Because of their accomplishments, the above events are the most frequently cited examples of government via ‘popular assembly’, but such occurrences have happened— albeit on a smaller scale— countless times throughout modern history. In times of crisis, the inefficient, bureaucratic methods of the elite-run state become intolerable; people feel compelled to organize their communities themselves. The triggering event can be a variety of things: war, economic depression, a general strike (strike committees are notorious for evolving into ‘popular assemblies’), natural disaster, and in the case of Oaxaca, outrage caused by state repression. In fact, popular assemblies often come into being not because of mere desire, but because the old state has completely crumbled, and people are driven towards activity and cooperation out of necessity.

The events of Oaxaca have proved, once again, that there is a better alternative to the type government we have always been taught is greatest. In any society were vast inequality prevails, the political structure that upholds the status quo inevitably gets separated from the wants of the average person. The wealthy and privileged steer government to meet their own interests by whatever means necessary— media, campaign financing, ballot restrictions, long election terms and consequent unaccountability, the police, voter disenfranchisement (especially minorities and the poor), intimidation, assassination, etc. Wherever far-reaching social progress has been achieved, the state as we know it, with its endless connections to the upper-classes, has been razed and then resurrected on a different— more democratic— foundation.

Like its organizational ancestors, Oaxaca’s Popular Assembly worked to overcome the above barriers and shorten the distance between voters and delegate. Unlike the modern, accepted form of democracy, where representatives are free to back-track on their promises the minute after being elected, the Popular Assembly model relies on direct democracy, i.e., delegates must do as expected, or else they are immediately removed. This is possible because voting is done not by region, where people from vast un-connected distances come together once every couple years, but instead, democratic discussion happens in local workplaces, organizations, or neighborhoods, followed by a binding vote. In this way, people are able to respond to events quickly and decide the best way to react; rather than sitting on their hands until the next election hoping that their new ‘representative’ will listen to them instead of the oligarchy.

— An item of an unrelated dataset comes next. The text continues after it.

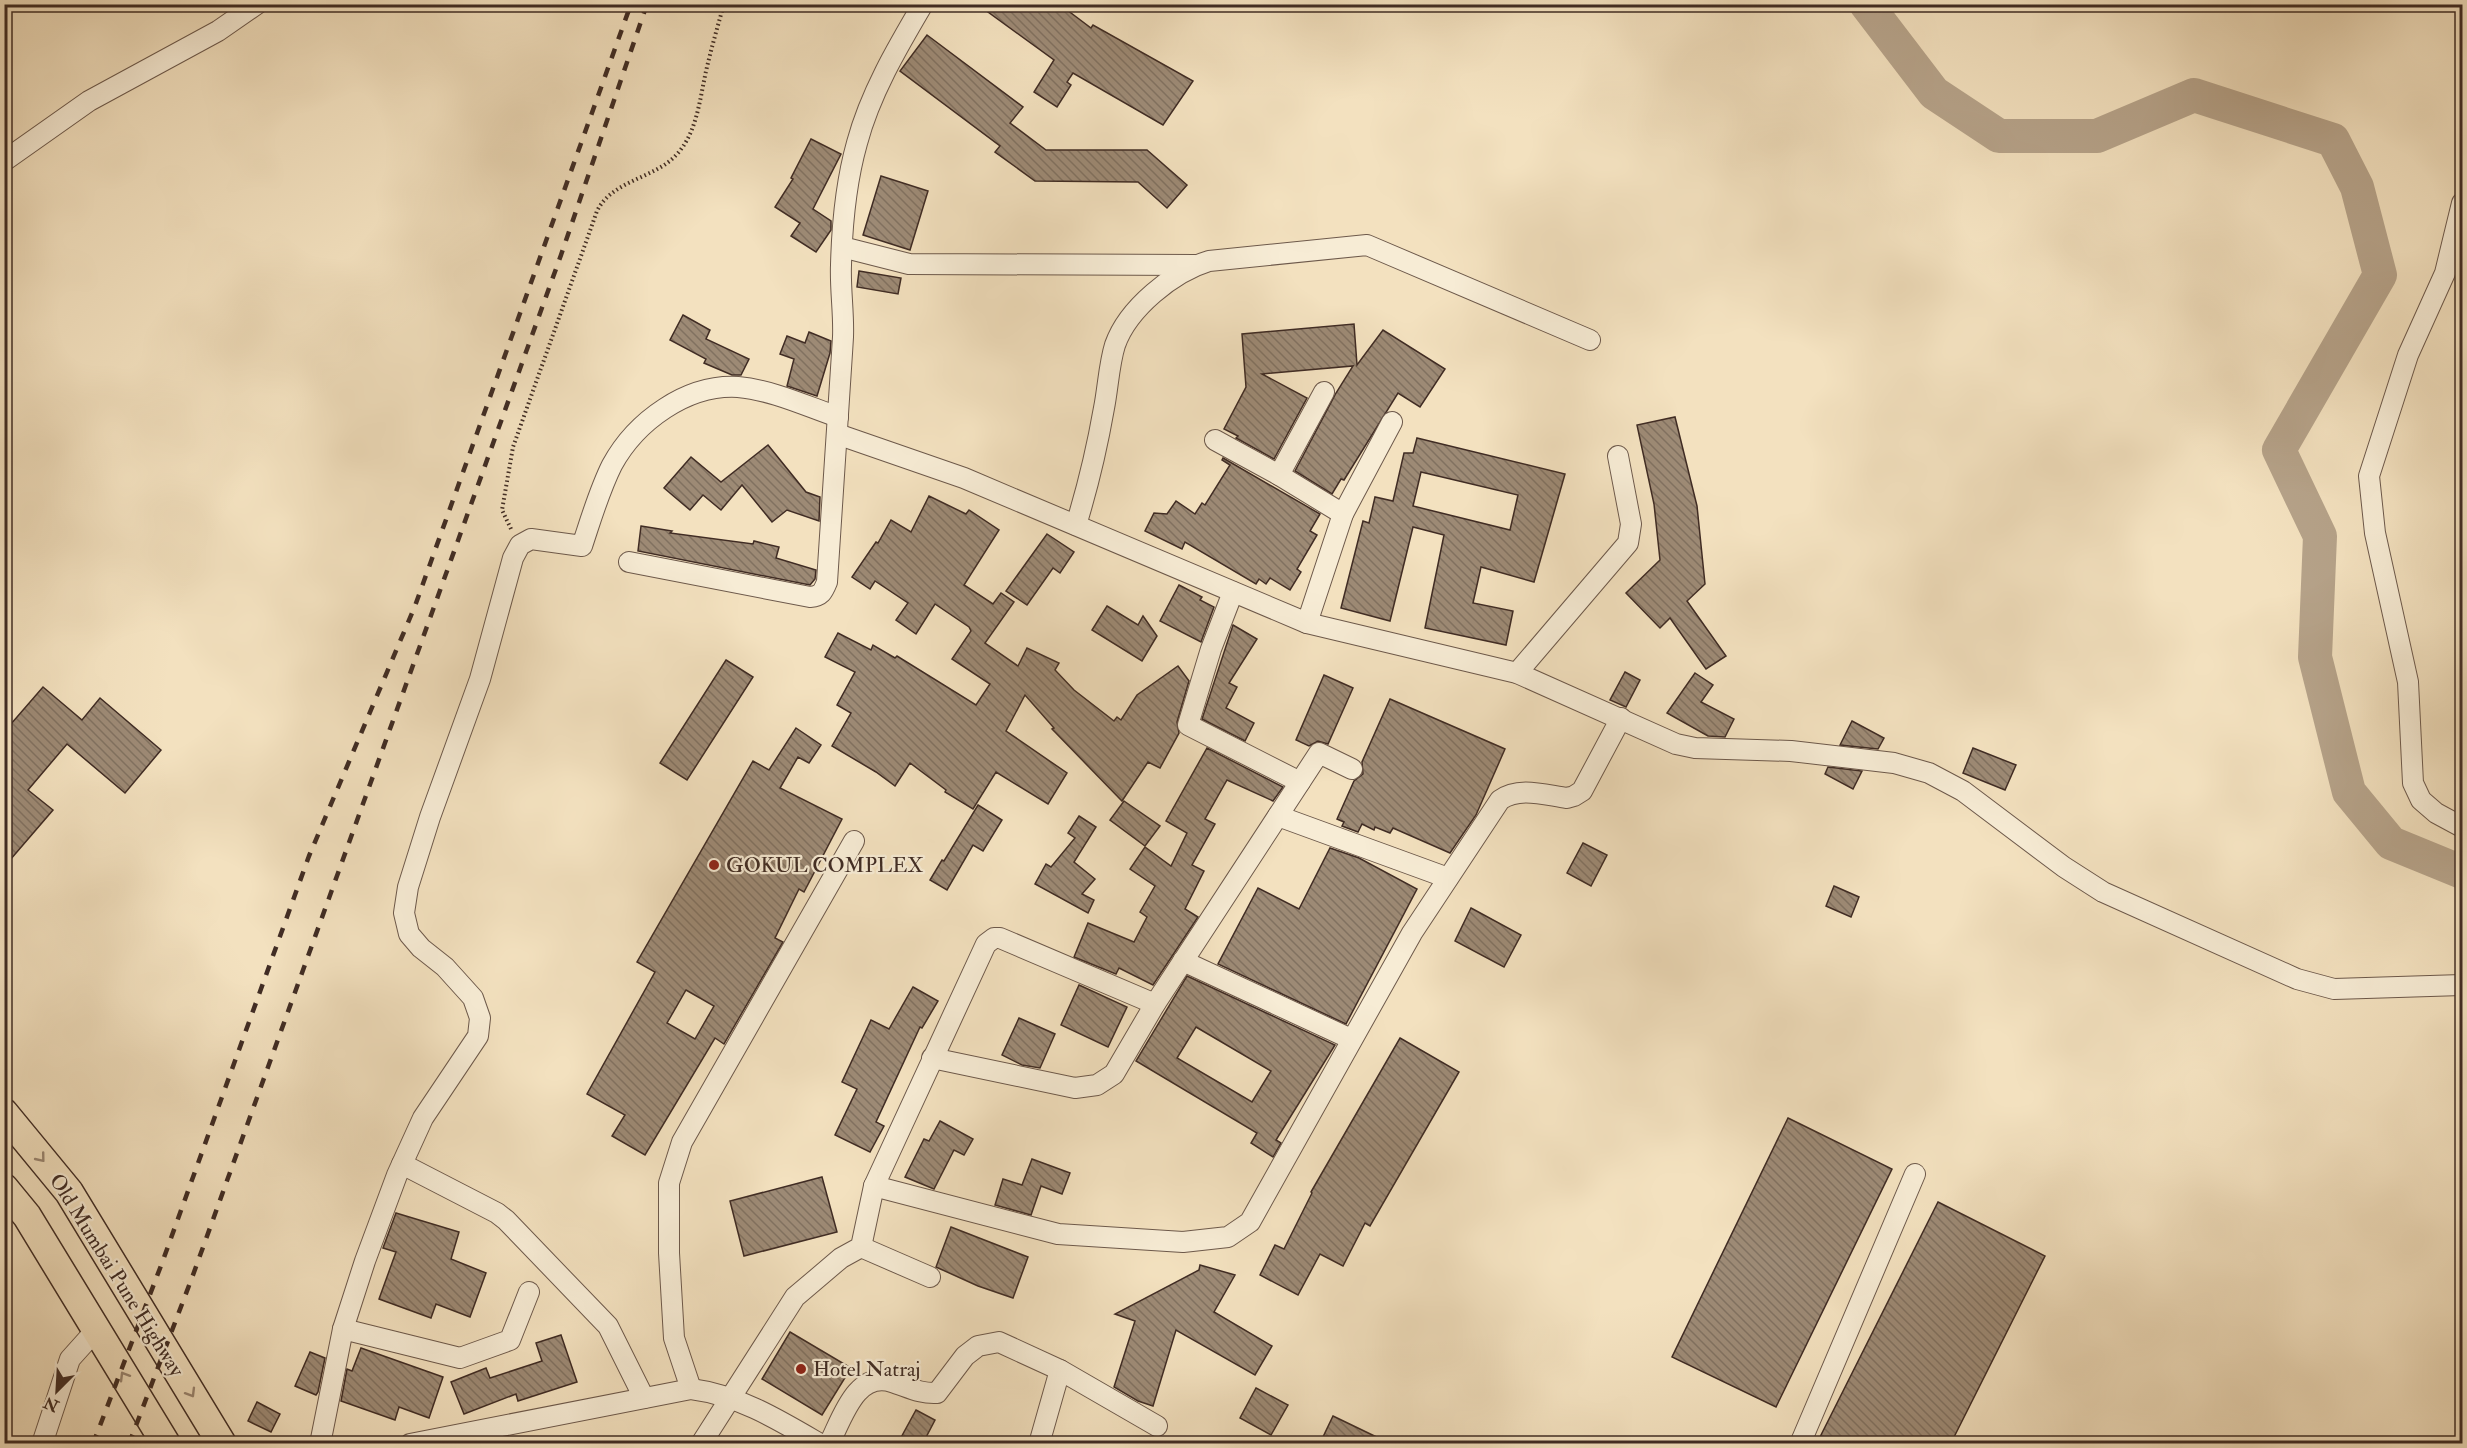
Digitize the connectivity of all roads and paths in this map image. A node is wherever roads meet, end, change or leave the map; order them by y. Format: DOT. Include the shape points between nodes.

Such a system is practical on a national and even international level because the majority of people in the world have similar interests. Most of the earth’s population consists of working people who desire the same things: peace, good wages and working conditions, education, health care, a decent standard of living, etc. Those opposing the more-democratic ‘popular assembly’ model of organization are the tiny minority who benefit from the current, vastly unequal system. Indeed, it is the predatory upper classes that ruthlessly squash all independent modes of organization, as they continue to do now in Oaxaca.

There are numerous elements of the Oaxacan movement that have international significance— people in nearly every country can relate to oppressive governments, institutionalized poverty, and barbaric dictators; Oaxaca has merely destroyed the myth that no alternative exists.